“Nonostante l’incessante propaganda della giunta Cirio e dell’assessore Riboldi, la realtà che i cittadini piemontesi vivono ogni giorno è quella di una sanità pubblica in costante smantellamento”.
Con queste parole Alberto Deambrogio, Segretario Regionale del Partito della Rifondazione Comunista del Piemonte, denuncia la critica situazione del sistema sanitario regionale. Secondo Deambrogio, i segnali del cedimento sono inequivocabili: servizi in arretramento, bilanci in rosso e un piano socio-sanitario privo di impegni finanziari concreti. “Il governo regionale sembra viaggiare sulle nuvole”, incalza il segretario. “Si punta tutto su annunci trionfalistici e soluzioni tecnologiche come l’Intelligenza Artificiale per abbattere le liste d’attesa, mentre mancano i medici di famiglia, la psichiatria è ridotta al lumicino e le Case della Comunità restano un progetto pieno di problemi”.
Rifondazione Comunista punta il dito contro la gestione attuale che, tra tagli e mancanza di fondi per i non autosufficienti, sta favorendo l’avanzata della sanità privata. “La salute non è una merce, ma un diritto di tutti”, ribadisce Deambrogio. “Rigettiamo le politiche che vogliono ridisegnare il Servizio Sanitario Nazionale in modo inaccettabile e denunciamo il rischio che l’Autonomia Differenziata dia il colpo di grazia al diritto universale alla salute, sancendo il trionfo dei privati”.
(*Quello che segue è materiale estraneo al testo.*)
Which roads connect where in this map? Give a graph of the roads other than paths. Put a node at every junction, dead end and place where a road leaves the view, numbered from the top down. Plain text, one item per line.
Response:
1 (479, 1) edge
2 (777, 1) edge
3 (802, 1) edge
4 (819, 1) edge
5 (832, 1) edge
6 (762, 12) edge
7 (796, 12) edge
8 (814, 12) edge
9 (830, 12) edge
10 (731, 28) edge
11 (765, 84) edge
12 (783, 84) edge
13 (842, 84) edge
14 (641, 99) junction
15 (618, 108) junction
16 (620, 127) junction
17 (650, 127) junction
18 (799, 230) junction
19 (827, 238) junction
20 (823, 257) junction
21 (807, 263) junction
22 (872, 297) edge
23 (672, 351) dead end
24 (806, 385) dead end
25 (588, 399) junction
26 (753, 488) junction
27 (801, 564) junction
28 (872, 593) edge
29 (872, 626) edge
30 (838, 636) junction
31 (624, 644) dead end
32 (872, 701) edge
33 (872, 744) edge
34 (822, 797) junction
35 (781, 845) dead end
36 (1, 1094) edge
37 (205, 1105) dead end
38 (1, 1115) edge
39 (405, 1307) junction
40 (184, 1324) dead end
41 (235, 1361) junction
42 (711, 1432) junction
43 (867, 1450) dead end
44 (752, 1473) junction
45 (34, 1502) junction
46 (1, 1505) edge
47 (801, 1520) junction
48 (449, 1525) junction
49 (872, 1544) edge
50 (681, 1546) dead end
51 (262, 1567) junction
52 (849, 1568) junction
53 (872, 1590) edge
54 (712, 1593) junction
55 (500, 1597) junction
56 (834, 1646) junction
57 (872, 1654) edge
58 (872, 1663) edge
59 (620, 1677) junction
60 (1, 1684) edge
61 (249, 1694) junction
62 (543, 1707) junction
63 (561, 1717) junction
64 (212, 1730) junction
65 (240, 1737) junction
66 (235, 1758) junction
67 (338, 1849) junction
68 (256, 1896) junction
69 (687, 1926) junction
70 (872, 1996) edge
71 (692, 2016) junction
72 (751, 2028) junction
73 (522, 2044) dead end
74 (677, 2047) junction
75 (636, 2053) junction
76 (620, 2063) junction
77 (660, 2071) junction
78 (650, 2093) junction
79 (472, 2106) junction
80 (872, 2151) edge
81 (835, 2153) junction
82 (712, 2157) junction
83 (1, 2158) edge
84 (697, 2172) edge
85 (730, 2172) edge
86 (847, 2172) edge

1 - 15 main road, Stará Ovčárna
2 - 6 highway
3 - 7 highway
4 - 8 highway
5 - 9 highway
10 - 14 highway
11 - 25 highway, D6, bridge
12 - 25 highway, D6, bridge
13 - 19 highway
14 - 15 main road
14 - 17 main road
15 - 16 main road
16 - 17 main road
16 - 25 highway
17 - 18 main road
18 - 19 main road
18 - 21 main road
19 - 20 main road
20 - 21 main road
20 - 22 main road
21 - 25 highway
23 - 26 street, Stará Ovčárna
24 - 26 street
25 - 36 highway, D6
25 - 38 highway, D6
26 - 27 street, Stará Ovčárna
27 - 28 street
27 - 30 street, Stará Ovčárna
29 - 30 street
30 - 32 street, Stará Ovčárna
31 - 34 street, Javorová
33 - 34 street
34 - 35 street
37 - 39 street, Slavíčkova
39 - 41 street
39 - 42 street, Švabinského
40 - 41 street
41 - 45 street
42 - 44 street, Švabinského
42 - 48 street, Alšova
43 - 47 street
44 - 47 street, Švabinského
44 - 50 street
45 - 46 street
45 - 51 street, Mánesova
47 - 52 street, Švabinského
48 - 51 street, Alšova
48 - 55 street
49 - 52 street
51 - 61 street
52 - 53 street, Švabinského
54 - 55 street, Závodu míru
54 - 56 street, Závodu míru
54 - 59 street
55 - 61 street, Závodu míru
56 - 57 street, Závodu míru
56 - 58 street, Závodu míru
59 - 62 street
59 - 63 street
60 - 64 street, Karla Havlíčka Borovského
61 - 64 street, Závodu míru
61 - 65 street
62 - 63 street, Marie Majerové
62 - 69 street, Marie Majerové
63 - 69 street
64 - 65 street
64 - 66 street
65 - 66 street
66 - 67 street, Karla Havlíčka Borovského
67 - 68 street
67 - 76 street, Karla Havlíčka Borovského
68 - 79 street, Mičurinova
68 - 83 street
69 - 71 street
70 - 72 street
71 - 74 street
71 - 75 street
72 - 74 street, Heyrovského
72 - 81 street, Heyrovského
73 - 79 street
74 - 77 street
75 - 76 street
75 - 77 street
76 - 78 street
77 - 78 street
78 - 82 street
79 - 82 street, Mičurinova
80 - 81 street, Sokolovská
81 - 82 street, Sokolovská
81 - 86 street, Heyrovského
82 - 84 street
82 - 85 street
Le proposte del PRC Piemonte sono chiare: più risorse alla sanità pubblica, recuperate dalla riduzione delle spese militari e attraverso una vera progressività fiscale. Anche la sanità integrativa, con il ruolo deleterio dei grandi fondi finanziari pronti a mangiarsi il risparmio delle persone, va messa fuori gioco. In questo senso chiediamo anche alla CGIL di ripensare la propria posizione che rischia di inficiare la propria LIP (Legge di iniziativa popolare), che pure ha altri aspetti positivi. Rafforzamento dei distretti, delle cure domiciliari e della prevenzione. Una programmazione democratica che rimetta al centro i bisogni dei professionisti e dei pazienti (anziani, cronici e fragili). “Non possiamo rassegnarci a questo declino programmato”, conclude Deambrogio. “È il momento di far sentire la nostra voce per riprenderci ciò che è nostro”. Invitiamo tutte e tutti a partecipare alla MANIFESTAZIONE REGIONALE PER LA DIFESA DELLA SANITÀ PUBBLICA, SABATO 23 MAGGIO, ORE 14:00 a TORINO, Piazza Piemonte (Grattacielo della Regione) da cui partirà un corteo che raggiungerà l’ospedale “Molinette”.